++++ SOURCE MATERIAL

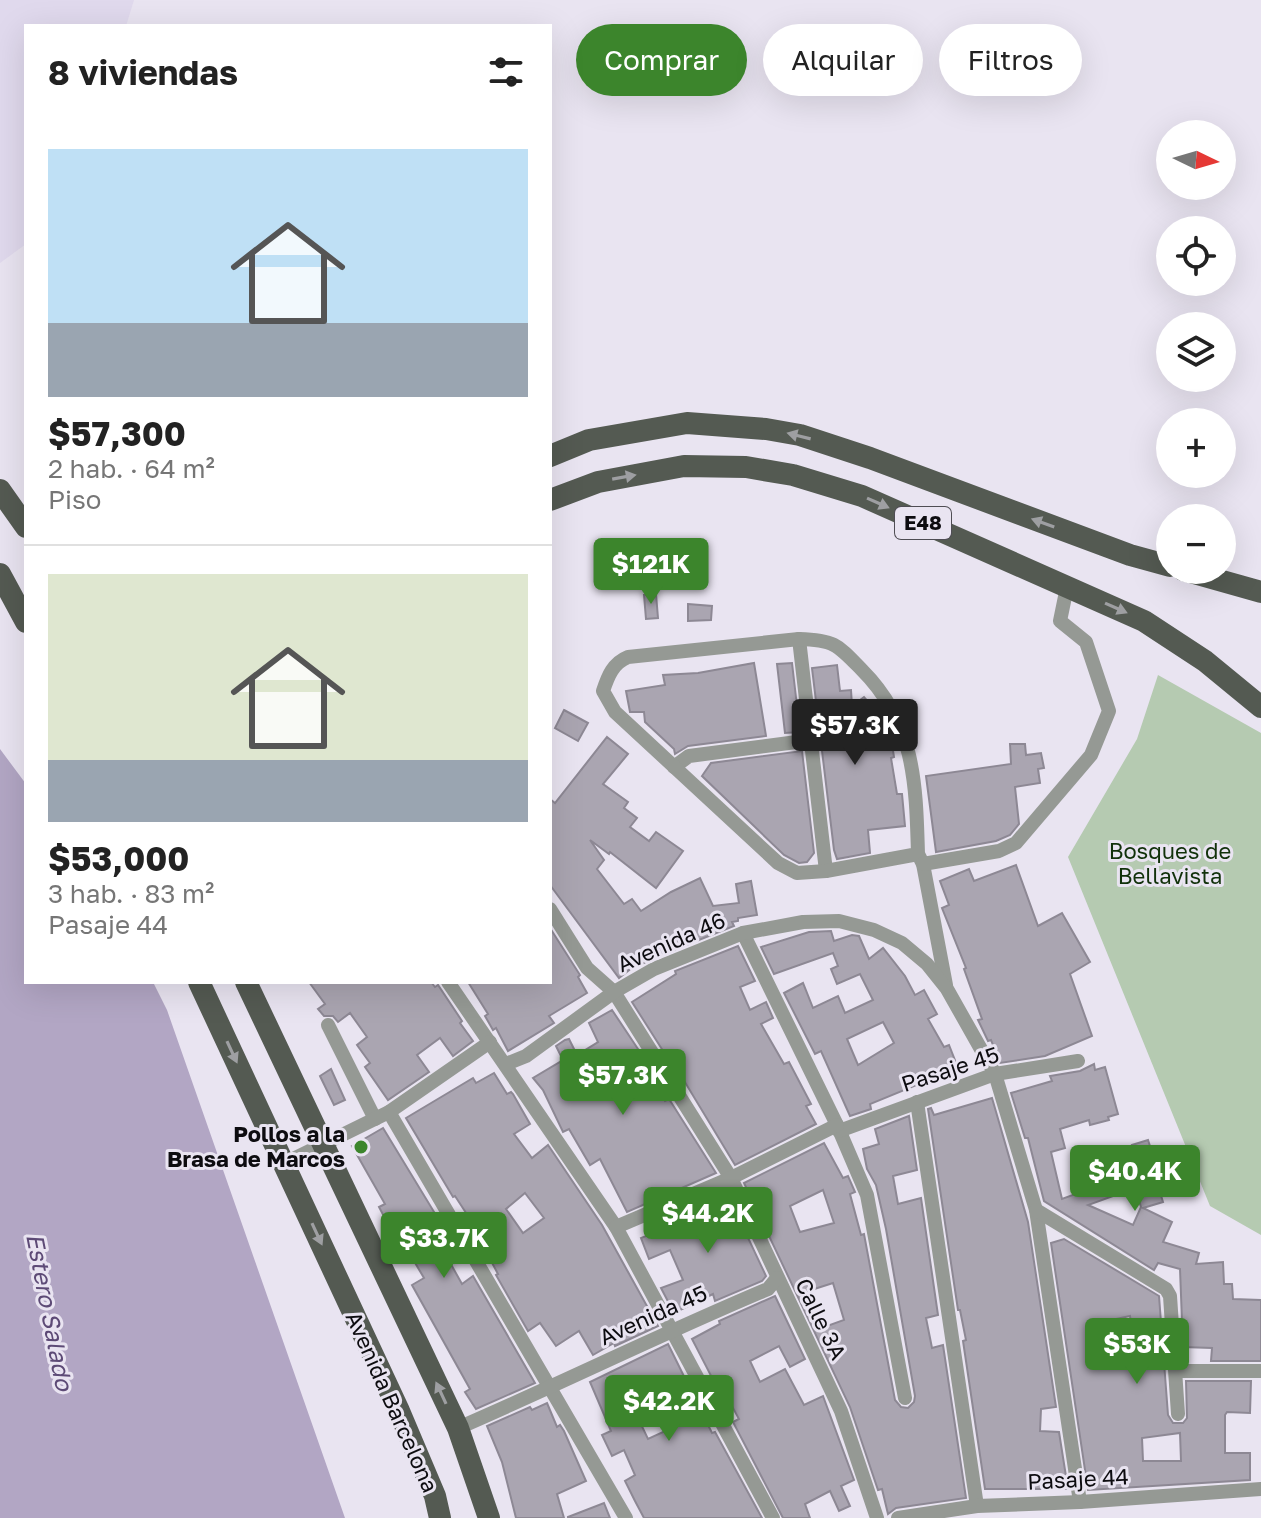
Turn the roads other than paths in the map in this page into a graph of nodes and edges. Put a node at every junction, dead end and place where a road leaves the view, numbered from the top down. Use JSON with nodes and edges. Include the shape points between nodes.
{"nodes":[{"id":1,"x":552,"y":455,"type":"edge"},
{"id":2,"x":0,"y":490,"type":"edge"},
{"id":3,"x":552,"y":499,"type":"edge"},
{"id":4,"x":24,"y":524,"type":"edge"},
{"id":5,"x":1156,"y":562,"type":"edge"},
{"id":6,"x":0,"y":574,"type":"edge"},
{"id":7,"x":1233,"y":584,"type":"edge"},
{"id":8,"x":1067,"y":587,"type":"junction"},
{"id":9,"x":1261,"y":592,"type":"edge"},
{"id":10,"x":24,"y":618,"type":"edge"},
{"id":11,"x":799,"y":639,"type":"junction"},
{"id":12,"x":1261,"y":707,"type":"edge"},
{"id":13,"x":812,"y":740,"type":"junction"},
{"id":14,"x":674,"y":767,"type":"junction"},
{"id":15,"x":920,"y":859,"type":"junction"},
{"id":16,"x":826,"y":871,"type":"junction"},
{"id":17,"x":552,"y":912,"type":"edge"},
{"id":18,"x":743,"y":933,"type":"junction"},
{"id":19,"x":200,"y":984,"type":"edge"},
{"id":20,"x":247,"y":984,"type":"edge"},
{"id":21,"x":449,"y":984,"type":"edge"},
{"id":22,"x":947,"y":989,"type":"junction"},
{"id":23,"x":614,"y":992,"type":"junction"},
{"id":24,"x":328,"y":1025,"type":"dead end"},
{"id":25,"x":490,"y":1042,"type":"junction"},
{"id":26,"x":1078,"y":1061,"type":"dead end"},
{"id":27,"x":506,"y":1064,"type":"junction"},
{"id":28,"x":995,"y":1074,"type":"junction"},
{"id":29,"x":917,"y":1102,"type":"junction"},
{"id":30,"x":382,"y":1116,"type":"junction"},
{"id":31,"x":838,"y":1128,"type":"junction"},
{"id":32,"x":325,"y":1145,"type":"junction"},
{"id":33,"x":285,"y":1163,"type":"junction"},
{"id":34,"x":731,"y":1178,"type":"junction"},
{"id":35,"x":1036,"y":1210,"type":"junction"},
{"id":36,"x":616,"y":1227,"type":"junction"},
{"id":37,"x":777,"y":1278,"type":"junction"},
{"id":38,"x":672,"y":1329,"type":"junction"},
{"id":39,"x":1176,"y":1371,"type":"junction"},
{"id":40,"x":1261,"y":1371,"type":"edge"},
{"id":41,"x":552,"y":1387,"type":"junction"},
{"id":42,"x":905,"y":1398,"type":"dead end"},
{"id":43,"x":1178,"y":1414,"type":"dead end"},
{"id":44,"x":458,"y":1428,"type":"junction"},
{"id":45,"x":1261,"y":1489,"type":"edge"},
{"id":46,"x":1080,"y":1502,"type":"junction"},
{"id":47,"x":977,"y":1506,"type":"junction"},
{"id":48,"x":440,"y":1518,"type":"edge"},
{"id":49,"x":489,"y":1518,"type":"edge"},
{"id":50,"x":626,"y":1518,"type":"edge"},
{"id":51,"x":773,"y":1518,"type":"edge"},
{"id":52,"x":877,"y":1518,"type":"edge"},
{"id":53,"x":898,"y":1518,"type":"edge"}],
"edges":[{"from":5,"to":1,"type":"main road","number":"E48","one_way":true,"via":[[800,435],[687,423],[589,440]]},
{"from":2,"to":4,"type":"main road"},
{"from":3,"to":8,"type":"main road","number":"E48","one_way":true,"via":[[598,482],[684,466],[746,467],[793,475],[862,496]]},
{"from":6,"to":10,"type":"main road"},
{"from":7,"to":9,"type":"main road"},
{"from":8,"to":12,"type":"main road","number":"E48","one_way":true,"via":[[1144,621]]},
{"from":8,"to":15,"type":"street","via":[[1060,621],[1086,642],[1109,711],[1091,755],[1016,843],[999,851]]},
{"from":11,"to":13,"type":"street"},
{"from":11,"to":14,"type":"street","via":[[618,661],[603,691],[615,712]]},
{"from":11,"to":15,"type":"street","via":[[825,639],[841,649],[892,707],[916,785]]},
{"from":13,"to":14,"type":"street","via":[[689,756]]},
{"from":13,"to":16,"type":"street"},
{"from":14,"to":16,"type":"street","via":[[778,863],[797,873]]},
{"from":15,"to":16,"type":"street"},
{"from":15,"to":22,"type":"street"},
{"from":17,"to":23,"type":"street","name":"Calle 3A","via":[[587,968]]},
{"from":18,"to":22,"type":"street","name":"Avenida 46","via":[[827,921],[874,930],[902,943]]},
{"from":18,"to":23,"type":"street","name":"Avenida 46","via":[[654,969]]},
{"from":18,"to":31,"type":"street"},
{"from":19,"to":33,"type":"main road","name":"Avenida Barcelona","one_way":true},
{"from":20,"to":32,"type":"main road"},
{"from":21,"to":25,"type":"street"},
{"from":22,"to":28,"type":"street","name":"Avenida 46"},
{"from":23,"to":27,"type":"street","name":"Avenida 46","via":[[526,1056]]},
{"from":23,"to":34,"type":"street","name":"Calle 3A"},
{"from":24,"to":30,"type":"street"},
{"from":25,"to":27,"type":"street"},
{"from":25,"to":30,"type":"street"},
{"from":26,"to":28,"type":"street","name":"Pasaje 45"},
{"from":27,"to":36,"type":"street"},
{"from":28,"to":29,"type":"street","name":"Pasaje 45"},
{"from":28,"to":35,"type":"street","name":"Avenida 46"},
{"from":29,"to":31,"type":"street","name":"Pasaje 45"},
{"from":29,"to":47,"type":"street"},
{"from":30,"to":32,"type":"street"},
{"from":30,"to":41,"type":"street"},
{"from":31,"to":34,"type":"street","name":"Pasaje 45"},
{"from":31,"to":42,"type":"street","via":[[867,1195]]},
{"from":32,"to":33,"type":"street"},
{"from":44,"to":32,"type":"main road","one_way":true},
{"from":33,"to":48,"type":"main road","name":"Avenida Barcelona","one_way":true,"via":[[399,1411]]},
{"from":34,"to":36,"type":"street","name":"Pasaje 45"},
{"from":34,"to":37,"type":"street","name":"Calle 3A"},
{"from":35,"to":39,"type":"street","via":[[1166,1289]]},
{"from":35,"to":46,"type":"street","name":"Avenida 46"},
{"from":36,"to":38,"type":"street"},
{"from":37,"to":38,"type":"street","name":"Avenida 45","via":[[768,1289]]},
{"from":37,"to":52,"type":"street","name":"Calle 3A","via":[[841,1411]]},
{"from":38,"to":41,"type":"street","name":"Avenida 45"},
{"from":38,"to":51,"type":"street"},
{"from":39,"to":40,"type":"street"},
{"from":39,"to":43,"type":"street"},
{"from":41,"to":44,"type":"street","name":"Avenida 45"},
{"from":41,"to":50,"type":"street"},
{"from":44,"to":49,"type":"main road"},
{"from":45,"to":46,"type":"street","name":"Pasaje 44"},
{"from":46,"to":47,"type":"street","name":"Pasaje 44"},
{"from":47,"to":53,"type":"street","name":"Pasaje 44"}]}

++++++++

HOW TO COMPLETE THIS TASK » Using the records given above, list every line that includes the word "edges".

RESPONSE TO THE EXERCISE »
Turn the roads other than paths in the map in this page into a graph of nodes and edges. Put a node at every junction, dead end and place where a road leaves the view, numbered from the top down. Use JSON with nodes and edges. Include the shape points between nodes.
"edges":[{"from":5,"to":1,"type":"main road","number":"E48","one_way":true,"via":[[800,435],[687,423],[589,440]]},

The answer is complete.